LEGO Icons Commemorates the Hubble Space Telescope as a 1,252-Piece Display
The set recreates the observatory’s internal optics, posable solar arrays, and opening aperture door across a 15-inch footprint.
Summary
LEGO Icons is adding the Hubble Space Telescope to its adult-targeted space collection as a 1,252-piece display model arriving August 1, featuring removable exterior panels that reveal an internal instrument bay with gyroscopes and primary and secondary mirrors
The build includes posable solar arrays and antennas, an opening aperture door, a display stand with information plaque, and an astronaut minifigure included for approximate scale
LEGO Icons is releasing the Hubble Space Telescope as a 1,252-piece display model on August 1, adding one of the most visually recognized pieces of scientific equipment in history to its adult-targeted space building lineup.

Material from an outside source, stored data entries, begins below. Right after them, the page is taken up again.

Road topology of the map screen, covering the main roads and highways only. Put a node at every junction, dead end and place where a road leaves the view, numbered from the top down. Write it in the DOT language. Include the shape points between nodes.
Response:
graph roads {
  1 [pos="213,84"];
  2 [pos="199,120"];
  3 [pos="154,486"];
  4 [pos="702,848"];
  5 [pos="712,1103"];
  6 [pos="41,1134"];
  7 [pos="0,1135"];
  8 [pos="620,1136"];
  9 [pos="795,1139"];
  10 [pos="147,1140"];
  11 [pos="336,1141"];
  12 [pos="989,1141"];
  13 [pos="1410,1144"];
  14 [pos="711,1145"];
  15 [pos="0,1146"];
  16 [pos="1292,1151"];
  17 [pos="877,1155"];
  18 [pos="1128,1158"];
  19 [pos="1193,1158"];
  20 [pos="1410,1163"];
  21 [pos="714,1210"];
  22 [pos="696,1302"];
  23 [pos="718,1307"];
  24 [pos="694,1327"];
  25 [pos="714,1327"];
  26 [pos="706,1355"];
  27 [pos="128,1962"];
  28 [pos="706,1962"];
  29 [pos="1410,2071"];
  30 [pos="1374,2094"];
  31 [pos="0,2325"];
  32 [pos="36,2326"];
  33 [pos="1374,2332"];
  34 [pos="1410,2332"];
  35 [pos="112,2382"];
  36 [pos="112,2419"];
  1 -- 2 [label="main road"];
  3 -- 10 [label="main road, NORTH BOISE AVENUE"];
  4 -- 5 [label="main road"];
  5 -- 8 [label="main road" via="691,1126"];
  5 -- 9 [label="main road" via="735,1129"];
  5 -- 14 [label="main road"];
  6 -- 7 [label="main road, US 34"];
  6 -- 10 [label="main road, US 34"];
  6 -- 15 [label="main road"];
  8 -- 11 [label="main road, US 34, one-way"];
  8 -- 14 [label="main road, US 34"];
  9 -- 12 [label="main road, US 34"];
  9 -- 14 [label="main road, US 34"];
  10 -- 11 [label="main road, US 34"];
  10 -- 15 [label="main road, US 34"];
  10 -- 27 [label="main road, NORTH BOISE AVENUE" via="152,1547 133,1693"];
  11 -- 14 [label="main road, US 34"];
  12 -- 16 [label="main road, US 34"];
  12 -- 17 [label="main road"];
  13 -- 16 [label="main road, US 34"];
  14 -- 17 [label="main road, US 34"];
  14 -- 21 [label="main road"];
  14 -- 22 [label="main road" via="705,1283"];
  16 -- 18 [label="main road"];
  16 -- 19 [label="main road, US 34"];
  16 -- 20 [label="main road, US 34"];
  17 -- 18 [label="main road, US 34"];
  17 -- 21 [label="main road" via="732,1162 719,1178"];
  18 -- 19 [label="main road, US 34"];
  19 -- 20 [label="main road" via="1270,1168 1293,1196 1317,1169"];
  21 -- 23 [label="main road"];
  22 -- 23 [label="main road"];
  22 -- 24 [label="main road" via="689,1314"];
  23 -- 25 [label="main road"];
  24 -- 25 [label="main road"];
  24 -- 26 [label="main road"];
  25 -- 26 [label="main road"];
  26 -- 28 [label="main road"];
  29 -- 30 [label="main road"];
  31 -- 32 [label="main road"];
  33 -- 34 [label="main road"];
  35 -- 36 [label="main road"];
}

The Hubble is a particular kind of cultural object. Launched aboard Space Shuttle Discovery in April 1990, it has spent more than three decades in low Earth orbit producing images that fundamentally reshaped both scientific understanding and the popular visual vocabulary of space. The Pillars of Creation, the Hubble Deep Field, the Carina Nebula: these are images that crossed over from astrophysics journals into screensavers, posters, album covers, and classroom walls, making the Hubble arguably the single most important instrument in turning deep space into something the general public could see and feel a relationship with. It is also one of the few pieces of orbital hardware that has a genuine narrative arc. The telescope launched with a now-famous flaw in its primary mirror, a spherical aberration that blurred its vision and threatened to turn the project into one of NASA‘s most expensive mistakes. In 1993, astronauts aboard Endeavour performed a servicing mission that installed corrective optics, and the Hubble went from cautionary tale to triumph. Four additional servicing missions followed over the next 16 years, each one performed by astronaut crews working in the payload bay of the Space Shuttle.
That combination of scientific significance, visual iconography, and human drama is what makes the Hubble a natural subject for the LEGO Icons treatment. The Icons line, LEGO‘s adult-focused collection previously known as Creator Expert, has built a growing portfolio of NASA-adjacent sets that treat real aerospace hardware with the kind of detail and display ambition typically reserved for architectural landmarks or classic vehicles. The NASA Space Shuttle Discovery set, which notably included a Hubble model as a payload bay accessory, the Saturn V rocket, and the lunar lander builds all established the template: take a piece of hardware that carries cultural weight beyond its engineering function, and give adult builders a reason to spend hours with it at the brick level.
The Hubble set follows that template closely. The build’s defining interactive feature is a removable exterior panel system. The telescope’s outer shell can be lifted away to reveal a detailed instrument bay underneath, built to depict the gyroscopes and the primary and secondary mirror assembly that form the Hubble’s optical core. That reveal mechanic transforms the set from a static display piece into something that rewards closer inspection: the exterior reads as a clean, cylindrical telescope on the shelf, but the interior tells the story of what the instrument actually does.
The solar arrays, two rectangular panels that extend from either side of the telescope’s body, are posable. On the real Hubble, these arrays convert sunlight into the electrical power that runs the telescope’s instruments and communications systems. On the LEGO version, their adjustable positioning allows the builder to vary the silhouette of the completed model. Antennas are also posable, and an aperture door at the front of the telescope opens, reproducing the mechanism through which the real Hubble exposes its optical system to incoming light.
The set ships with a display stand and information plaque designed for shelf presentation, positioning the telescope at an angle that keeps the solar arrays and instrument bay visible. An astronaut minifigure is included for approximate scale, a nod to the servicing crews who physically accessed the telescope in orbit across five separate shuttle missions. The finished model measures over 12.5 inches (32 cm) high, 15 inches (38 cm) long, and 15 inches (38 cm) wide with the aperture door open.
The LEGO Icons Hubble Space Telescope set arrives August 1 via LEGO.